======== Supplied data ========

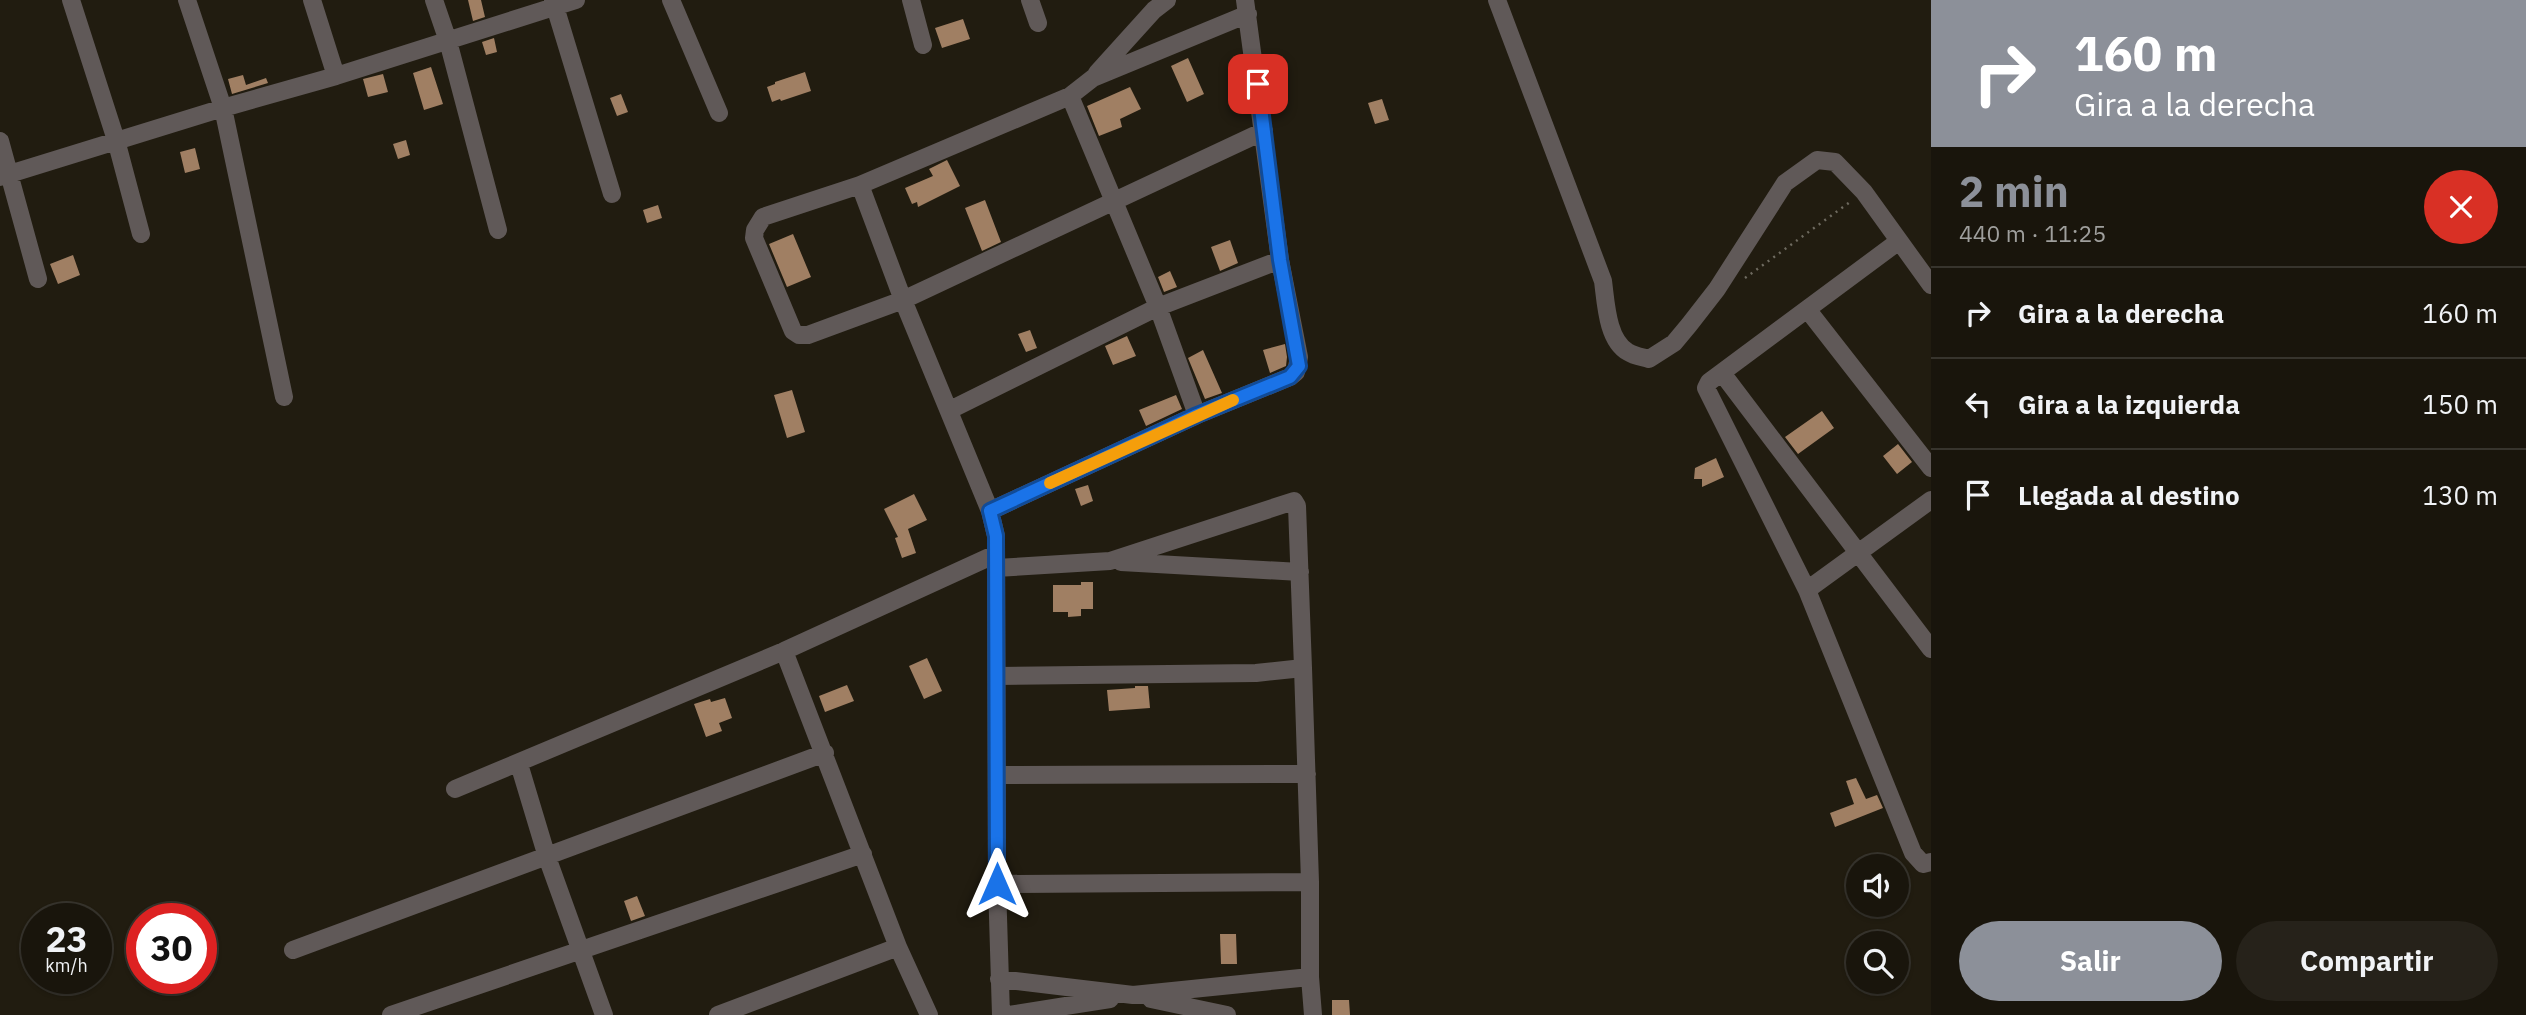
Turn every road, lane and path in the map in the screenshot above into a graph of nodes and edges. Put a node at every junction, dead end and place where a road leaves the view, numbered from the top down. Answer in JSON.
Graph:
{"nodes":[{"id":1,"x":71,"y":0,"type":"edge"},
{"id":2,"x":187,"y":0,"type":"edge"},
{"id":3,"x":312,"y":0,"type":"edge"},
{"id":4,"x":434,"y":0,"type":"edge"},
{"id":5,"x":576,"y":0,"type":"edge"},
{"id":6,"x":671,"y":0,"type":"edge"},
{"id":7,"x":911,"y":0,"type":"edge"},
{"id":8,"x":1030,"y":0,"type":"edge"},
{"id":9,"x":1497,"y":0,"type":"edge"},
{"id":10,"x":554,"y":3,"type":"edge"},
{"id":11,"x":1157,"y":3,"type":"edge"},
{"id":12,"x":1247,"y":7,"type":"edge"},
{"id":13,"x":1038,"y":23,"type":"dead end"},
{"id":14,"x":448,"y":41,"type":"junction"},
{"id":15,"x":923,"y":46,"type":"dead end"},
{"id":16,"x":336,"y":76,"type":"junction"},
{"id":17,"x":1093,"y":78,"type":"junction"},
{"id":18,"x":1070,"y":96,"type":"junction"},
{"id":19,"x":223,"y":108,"type":"junction"},
{"id":20,"x":719,"y":113,"type":"dead end"},
{"id":21,"x":1264,"y":131,"type":"junction"},
{"id":22,"x":116,"y":140,"type":"junction"},
{"id":23,"x":0,"y":141,"type":"edge"},
{"id":24,"x":5,"y":176,"type":"edge"},
{"id":25,"x":860,"y":185,"type":"junction"},
{"id":26,"x":1864,"y":192,"type":"junction"},
{"id":27,"x":612,"y":194,"type":"dead end"},
{"id":28,"x":1114,"y":203,"type":"junction"},
{"id":29,"x":498,"y":230,"type":"dead end"},
{"id":30,"x":141,"y":234,"type":"dead end"},
{"id":31,"x":1899,"y":241,"type":"junction"},
{"id":32,"x":1280,"y":260,"type":"junction"},
{"id":33,"x":1745,"y":278,"type":"dead end"},
{"id":34,"x":38,"y":279,"type":"dead end"},
{"id":35,"x":1931,"y":285,"type":"edge"},
{"id":36,"x":903,"y":300,"type":"junction"},
{"id":37,"x":1158,"y":307,"type":"junction"},
{"id":38,"x":1807,"y":309,"type":"junction"},
{"id":39,"x":1722,"y":373,"type":"junction"},
{"id":40,"x":284,"y":397,"type":"dead end"},
{"id":41,"x":950,"y":410,"type":"junction"},
{"id":42,"x":1197,"y":415,"type":"junction"},
{"id":43,"x":1931,"y":468,"type":"edge"},
{"id":44,"x":1931,"y":500,"type":"edge"},
{"id":45,"x":990,"y":511,"type":"junction"},
{"id":46,"x":1858,"y":553,"type":"junction"},
{"id":47,"x":996,"y":561,"type":"junction"},
{"id":48,"x":1110,"y":561,"type":"junction"},
{"id":49,"x":1300,"y":572,"type":"junction"},
{"id":50,"x":1807,"y":590,"type":"junction"},
{"id":51,"x":1931,"y":649,"type":"edge"},
{"id":52,"x":784,"y":651,"type":"junction"},
{"id":53,"x":1303,"y":668,"type":"junction"},
{"id":54,"x":997,"y":676,"type":"junction"},
{"id":55,"x":825,"y":753,"type":"junction"},
{"id":56,"x":519,"y":764,"type":"junction"},
{"id":57,"x":1307,"y":774,"type":"junction"},
{"id":58,"x":997,"y":775,"type":"junction"},
{"id":59,"x":455,"y":789,"type":"dead end"},
{"id":60,"x":863,"y":854,"type":"junction"},
{"id":61,"x":547,"y":857,"type":"junction"},
{"id":62,"x":1931,"y":862,"type":"edge"},
{"id":63,"x":1310,"y":882,"type":"junction"},
{"id":64,"x":997,"y":884,"type":"junction"},
{"id":65,"x":898,"y":947,"type":"junction"},
{"id":66,"x":293,"y":950,"type":"dead end"},
{"id":67,"x":579,"y":952,"type":"junction"},
{"id":68,"x":1310,"y":977,"type":"junction"},
{"id":69,"x":999,"y":979,"type":"junction"},
{"id":70,"x":1133,"y":995,"type":"junction"},
{"id":71,"x":1017,"y":1014,"type":"edge"},
{"id":72,"x":391,"y":1015,"type":"edge"},
{"id":73,"x":604,"y":1015,"type":"edge"},
{"id":74,"x":718,"y":1015,"type":"edge"},
{"id":75,"x":929,"y":1015,"type":"edge"},
{"id":76,"x":1001,"y":1015,"type":"edge"},
{"id":77,"x":1227,"y":1015,"type":"edge"},
{"id":78,"x":1313,"y":1015,"type":"edge"}],
"edges":[{"from":1,"to":22,"type":"street"},
{"from":2,"to":19,"type":"street"},
{"from":3,"to":16,"type":"street"},
{"from":4,"to":14,"type":"street"},
{"from":5,"to":10,"type":"street"},
{"from":6,"to":20,"type":"street"},
{"from":7,"to":15,"type":"street"},
{"from":8,"to":13,"type":"street"},
{"from":9,"to":26,"type":"street"},
{"from":10,"to":14,"type":"street"},
{"from":10,"to":27,"type":"street"},
{"from":11,"to":17,"type":"street"},
{"from":12,"to":17,"type":"street"},
{"from":12,"to":21,"type":"street"},
{"from":14,"to":16,"type":"street"},
{"from":14,"to":29,"type":"street"},
{"from":16,"to":19,"type":"street"},
{"from":17,"to":18,"type":"street"},
{"from":18,"to":25,"type":"street"},
{"from":18,"to":28,"type":"street"},
{"from":19,"to":22,"type":"street"},
{"from":19,"to":40,"type":"street"},
{"from":21,"to":28,"type":"street"},
{"from":21,"to":32,"type":"street"},
{"from":22,"to":24,"type":"street"},
{"from":22,"to":30,"type":"street"},
{"from":23,"to":24,"type":"street"},
{"from":24,"to":34,"type":"street"},
{"from":25,"to":36,"type":"street"},
{"from":25,"to":36,"type":"street"},
{"from":26,"to":31,"type":"street"},
{"from":26,"to":33,"type":"path"},
{"from":28,"to":36,"type":"street"},
{"from":28,"to":37,"type":"street"},
{"from":31,"to":35,"type":"street"},
{"from":31,"to":38,"type":"street"},
{"from":32,"to":37,"type":"street"},
{"from":32,"to":42,"type":"street"},
{"from":36,"to":41,"type":"street"},
{"from":37,"to":41,"type":"street"},
{"from":37,"to":42,"type":"street"},
{"from":38,"to":39,"type":"street"},
{"from":38,"to":43,"type":"street"},
{"from":39,"to":46,"type":"street"},
{"from":39,"to":50,"type":"street"},
{"from":41,"to":45,"type":"street"},
{"from":42,"to":45,"type":"street"},
{"from":44,"to":46,"type":"street"},
{"from":45,"to":47,"type":"street"},
{"from":46,"to":50,"type":"street"},
{"from":46,"to":51,"type":"street"},
{"from":47,"to":48,"type":"street"},
{"from":47,"to":52,"type":"street"},
{"from":47,"to":54,"type":"street"},
{"from":48,"to":49,"type":"street"},
{"from":48,"to":49,"type":"street"},
{"from":49,"to":53,"type":"street"},
{"from":50,"to":62,"type":"street"},
{"from":52,"to":55,"type":"street"},
{"from":52,"to":56,"type":"street"},
{"from":53,"to":54,"type":"street"},
{"from":53,"to":57,"type":"street"},
{"from":54,"to":58,"type":"street"},
{"from":55,"to":60,"type":"street"},
{"from":55,"to":61,"type":"street"},
{"from":56,"to":59,"type":"street"},
{"from":56,"to":61,"type":"street"},
{"from":57,"to":58,"type":"street"},
{"from":57,"to":63,"type":"street"},
{"from":58,"to":64,"type":"street"},
{"from":60,"to":65,"type":"street"},
{"from":60,"to":67,"type":"street"},
{"from":61,"to":66,"type":"street"},
{"from":61,"to":67,"type":"street"},
{"from":63,"to":64,"type":"street"},
{"from":63,"to":68,"type":"street"},
{"from":64,"to":69,"type":"street"},
{"from":65,"to":74,"type":"street"},
{"from":65,"to":75,"type":"street"},
{"from":67,"to":72,"type":"street"},
{"from":67,"to":73,"type":"street"},
{"from":68,"to":70,"type":"street"},
{"from":68,"to":78,"type":"street"},
{"from":69,"to":70,"type":"street"},
{"from":69,"to":76,"type":"street"},
{"from":70,"to":71,"type":"street"},
{"from":70,"to":77,"type":"street"}]}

========

= Work item =
In the records above, how many lines hold "path"? Only the number is wanted.

= Solved exercise =
2